Artificial Intelligence 20 min read

Time-Series Forecasting Augmentation: Frequency, Decomposition, and Patch Methods Compared

The article examines the challenges of augmenting time-series forecasting, reviews mainstream techniques—including frequency-domain, decomposition, and patch-based methods—and demonstrates through extensive experiments that Temporal Patch Shuffle (TPS) consistently achieves superior performance across long-term, short-term, and classification tasks.

Data Party THU

May 26, 2026

Time-Series Forecasting Augmentation: Frequency, Decomposition, and Patch Methods Compared

Why Classification‑Oriented Augmentation Fails for Forecasting

Classic augmentation techniques such as jittering, scaling, window warping, and permutation were designed for classification where the label is static. In forecasting the label is a future continuous segment; perturbing only the input breaks the input‑target alignment, causing performance drops.

Data‑Label Consistency: A Necessary Condition

Let the look‑back window be x and the prediction horizon be y.
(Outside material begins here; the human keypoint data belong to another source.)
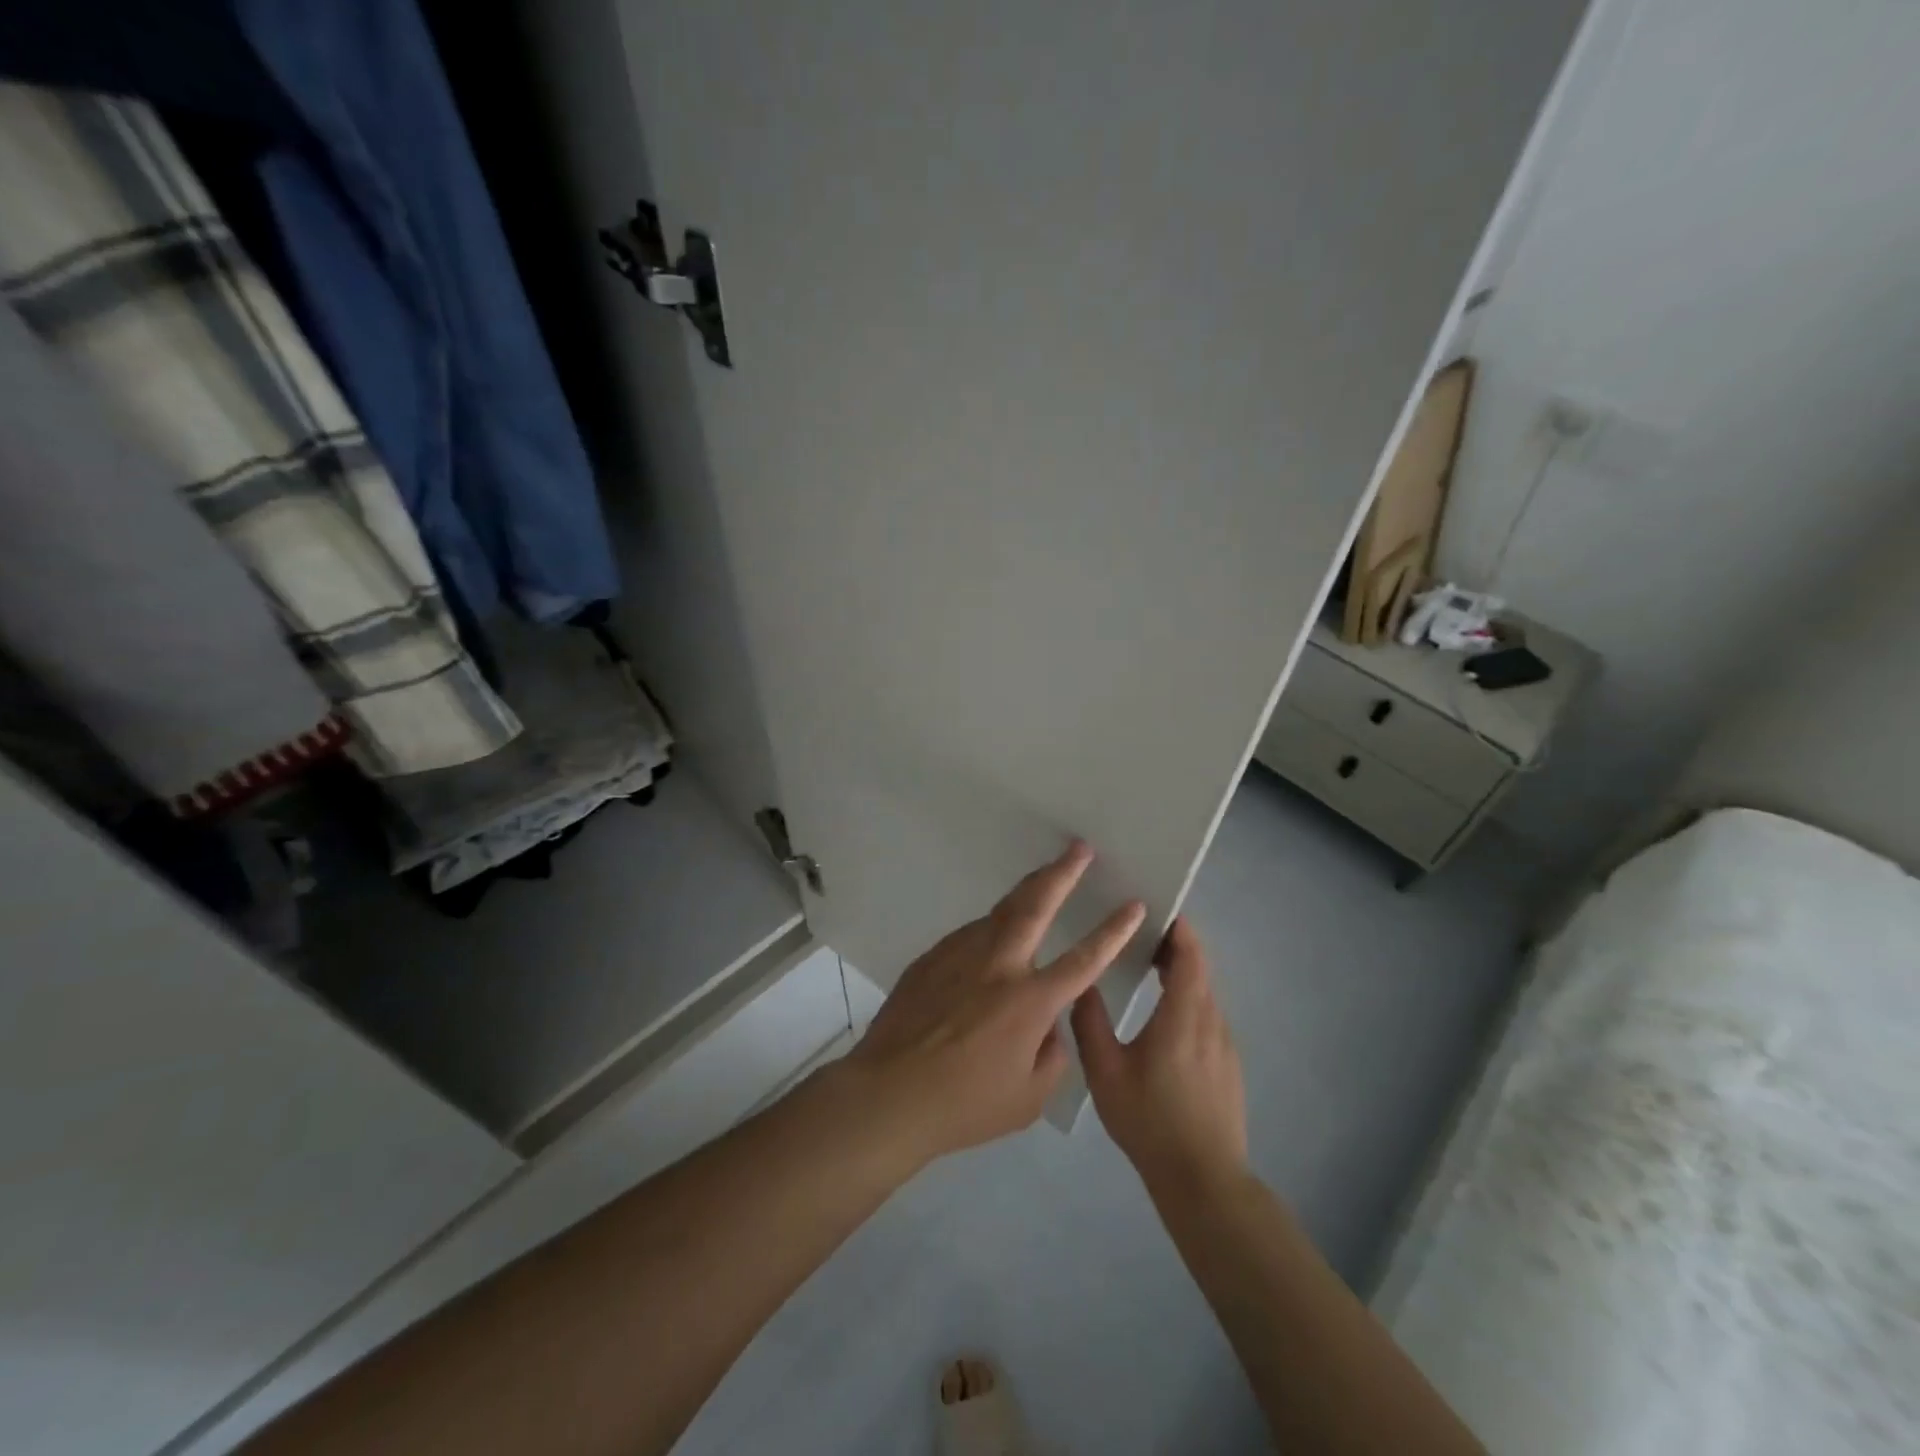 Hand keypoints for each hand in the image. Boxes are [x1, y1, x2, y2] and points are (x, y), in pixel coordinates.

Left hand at [844, 841, 1145, 1167]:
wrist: (888, 1093)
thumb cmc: (964, 1105)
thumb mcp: (1028, 1098)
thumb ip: (1052, 1055)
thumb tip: (1048, 1024)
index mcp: (1029, 1001)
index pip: (1084, 959)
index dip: (1113, 931)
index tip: (1134, 904)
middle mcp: (998, 965)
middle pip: (1036, 905)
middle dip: (1062, 872)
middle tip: (1079, 848)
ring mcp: (960, 955)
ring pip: (999, 912)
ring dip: (1025, 894)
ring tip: (1043, 881)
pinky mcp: (932, 957)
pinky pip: (970, 935)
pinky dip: (990, 929)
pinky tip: (992, 938)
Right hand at [1072, 917, 1247, 1192]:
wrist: (1203, 1179)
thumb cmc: (1150, 1121)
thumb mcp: (1105, 1073)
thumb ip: (1090, 1023)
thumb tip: (1081, 984)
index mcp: (1183, 1017)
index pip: (1190, 956)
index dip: (1179, 928)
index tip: (1158, 907)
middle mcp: (1211, 1022)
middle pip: (1199, 969)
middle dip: (1174, 945)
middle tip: (1139, 931)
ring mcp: (1224, 1044)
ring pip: (1204, 993)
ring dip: (1181, 972)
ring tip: (1146, 966)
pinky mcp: (1228, 1064)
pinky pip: (1207, 1015)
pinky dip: (1188, 999)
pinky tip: (1163, 1016)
The training object is the concatenated sequence s = x ∥ y, not x alone. Augmentation must be applied to s before splitting back into (\tilde{x}, \tilde{y}). This preserves the continuity between input and target.

s = x ∥ y, \tilde{s} = \mathcal{A}(s), (\tilde{x}, \tilde{y}) = Split(\tilde{s})
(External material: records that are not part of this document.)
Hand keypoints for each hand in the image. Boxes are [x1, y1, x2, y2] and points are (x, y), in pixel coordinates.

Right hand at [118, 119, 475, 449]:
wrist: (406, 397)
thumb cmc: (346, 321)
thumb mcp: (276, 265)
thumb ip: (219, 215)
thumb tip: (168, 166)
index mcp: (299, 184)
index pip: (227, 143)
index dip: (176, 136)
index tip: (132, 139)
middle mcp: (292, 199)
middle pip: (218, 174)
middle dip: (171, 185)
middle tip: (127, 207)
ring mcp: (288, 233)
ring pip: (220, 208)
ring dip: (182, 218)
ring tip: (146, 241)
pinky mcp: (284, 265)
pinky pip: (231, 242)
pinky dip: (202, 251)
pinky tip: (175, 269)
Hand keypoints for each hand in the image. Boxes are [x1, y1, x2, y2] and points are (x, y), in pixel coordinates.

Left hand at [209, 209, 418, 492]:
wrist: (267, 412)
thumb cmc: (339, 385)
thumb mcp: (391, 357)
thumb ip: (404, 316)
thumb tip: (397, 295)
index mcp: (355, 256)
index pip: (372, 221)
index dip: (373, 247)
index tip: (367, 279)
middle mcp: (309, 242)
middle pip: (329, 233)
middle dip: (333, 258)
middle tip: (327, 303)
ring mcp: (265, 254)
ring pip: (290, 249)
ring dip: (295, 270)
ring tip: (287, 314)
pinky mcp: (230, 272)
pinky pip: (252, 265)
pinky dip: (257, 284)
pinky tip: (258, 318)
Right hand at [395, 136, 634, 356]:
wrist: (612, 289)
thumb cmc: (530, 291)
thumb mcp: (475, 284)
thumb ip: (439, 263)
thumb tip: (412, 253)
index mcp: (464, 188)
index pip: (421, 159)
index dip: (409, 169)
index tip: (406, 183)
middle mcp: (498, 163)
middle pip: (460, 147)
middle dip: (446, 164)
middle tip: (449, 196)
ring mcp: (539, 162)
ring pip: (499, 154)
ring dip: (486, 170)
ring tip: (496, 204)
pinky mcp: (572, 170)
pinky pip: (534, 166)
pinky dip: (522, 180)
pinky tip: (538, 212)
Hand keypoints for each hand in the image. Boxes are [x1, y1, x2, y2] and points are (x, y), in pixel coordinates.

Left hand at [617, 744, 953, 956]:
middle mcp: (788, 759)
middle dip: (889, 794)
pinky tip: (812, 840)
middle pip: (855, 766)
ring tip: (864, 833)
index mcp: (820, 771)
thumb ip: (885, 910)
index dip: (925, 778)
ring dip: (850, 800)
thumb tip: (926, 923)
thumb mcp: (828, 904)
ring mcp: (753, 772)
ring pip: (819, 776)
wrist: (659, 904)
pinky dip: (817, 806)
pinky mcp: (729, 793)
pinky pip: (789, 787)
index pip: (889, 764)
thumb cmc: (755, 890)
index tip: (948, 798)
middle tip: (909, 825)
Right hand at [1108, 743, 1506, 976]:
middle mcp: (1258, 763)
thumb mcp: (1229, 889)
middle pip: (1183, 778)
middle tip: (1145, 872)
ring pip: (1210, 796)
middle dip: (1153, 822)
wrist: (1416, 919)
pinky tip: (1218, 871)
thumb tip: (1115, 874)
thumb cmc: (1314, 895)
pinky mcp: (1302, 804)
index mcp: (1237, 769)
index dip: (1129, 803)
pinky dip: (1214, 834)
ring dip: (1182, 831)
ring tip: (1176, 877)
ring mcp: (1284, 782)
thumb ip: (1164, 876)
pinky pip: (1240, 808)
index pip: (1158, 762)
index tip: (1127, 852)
Figure 1 illustrates the pipeline: the look‑back window and horizon are concatenated, augmented, then split to keep input‑target alignment.
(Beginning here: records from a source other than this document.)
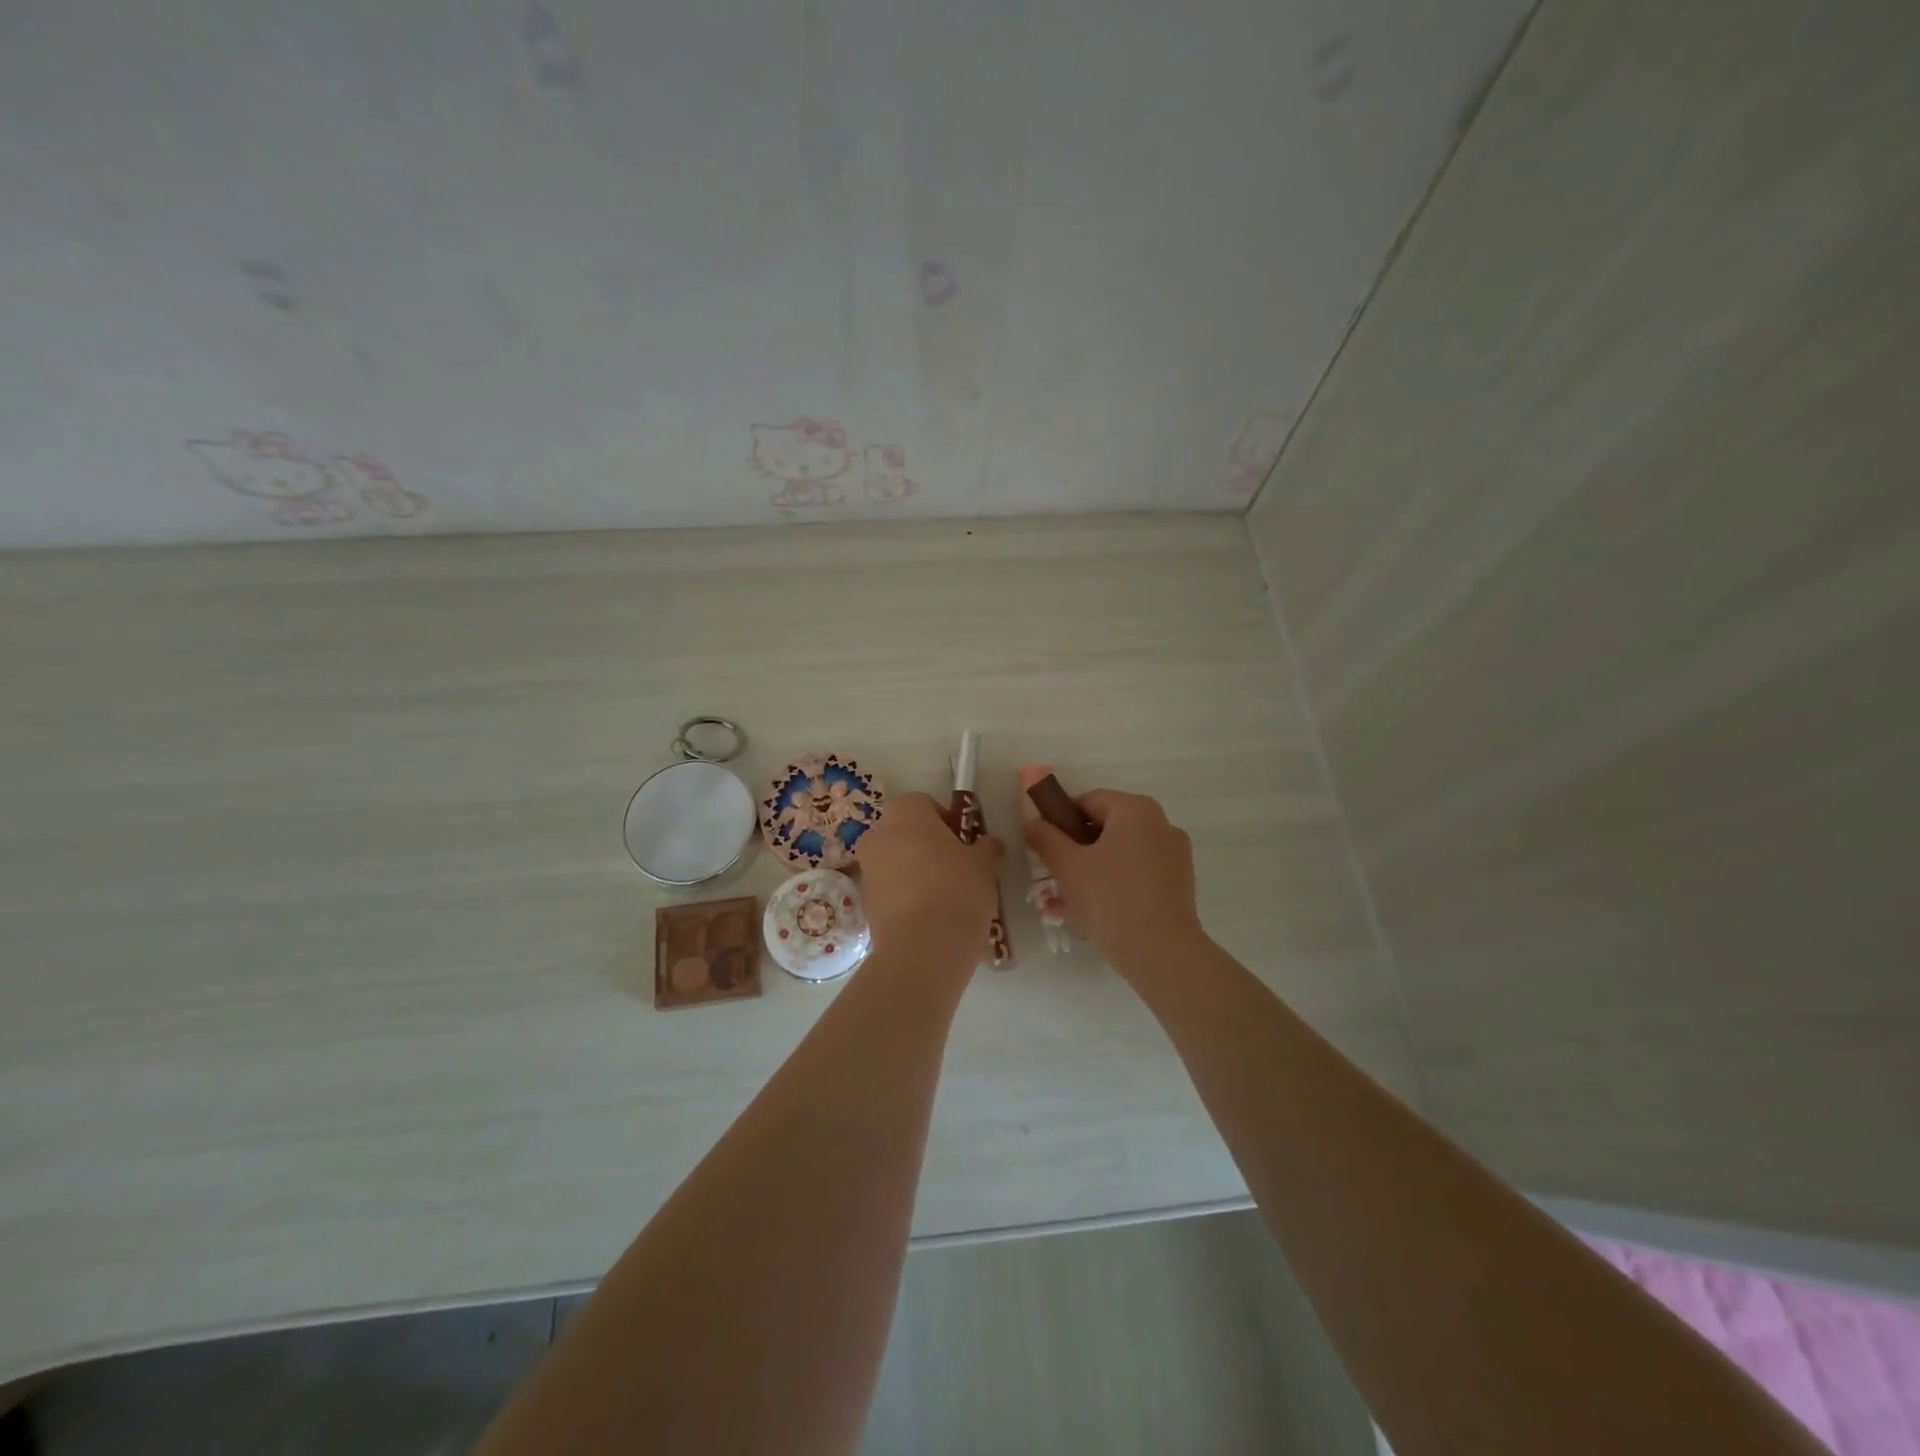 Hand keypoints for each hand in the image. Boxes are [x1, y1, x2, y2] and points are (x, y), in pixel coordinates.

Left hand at [856, 793, 1003, 969]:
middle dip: (927, 845)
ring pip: (895, 861)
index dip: (947, 820)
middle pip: (906, 832)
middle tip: (957, 867)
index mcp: (905, 812)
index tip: (965, 843)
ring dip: (916, 871)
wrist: (923, 947)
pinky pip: (890, 889)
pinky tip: (930, 916)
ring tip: (946, 896)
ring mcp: (867, 869)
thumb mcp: (984, 864)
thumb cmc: (957, 889)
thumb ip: (987, 847)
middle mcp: (878, 834)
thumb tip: (990, 844)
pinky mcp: (865, 903)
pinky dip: (906, 896)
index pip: (925, 803)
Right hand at [1023, 789, 1202, 978]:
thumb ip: (1045, 838)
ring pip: (1121, 854)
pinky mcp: (1179, 883)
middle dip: (1075, 850)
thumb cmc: (1110, 898)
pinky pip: (1137, 874)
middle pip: (1106, 828)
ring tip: (1066, 902)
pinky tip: (1093, 913)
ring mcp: (1174, 854)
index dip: (1060, 821)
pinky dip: (1115, 885)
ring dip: (1092, 870)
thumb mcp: (1067, 866)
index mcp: (1135, 809)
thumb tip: (1031, 821)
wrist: (1161, 951)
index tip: (1044, 848)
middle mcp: (1160, 823)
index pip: (1087, 802)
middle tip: (1053, 877)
Classification of Prediction‑Enhancement Methods

Effective recent methods fall into three streams: frequency‑domain, decomposition‑based, and controlled signal‑level manipulation.

Frequency‑based: RobustTAD, FreqMask, FreqMix, WaveMask, WaveMix, Dominant Shuffle.

Decomposition‑based: STAug.

Other: wDBA, MBB, Upsample.

Patch‑based: TPS.

Frequency‑Domain Methods

RobustTAD

RobustTAD applies a discrete Fourier transform to the concatenated sequence, perturbs selected frequency bands, and inverses back to the time domain. Perturbation can replace amplitudes with samples from a Gaussian distribution or add a small offset to phases. Although originally proposed for anomaly detection, the amplitude‑perturbation variant is used in multivariate forecasting experiments.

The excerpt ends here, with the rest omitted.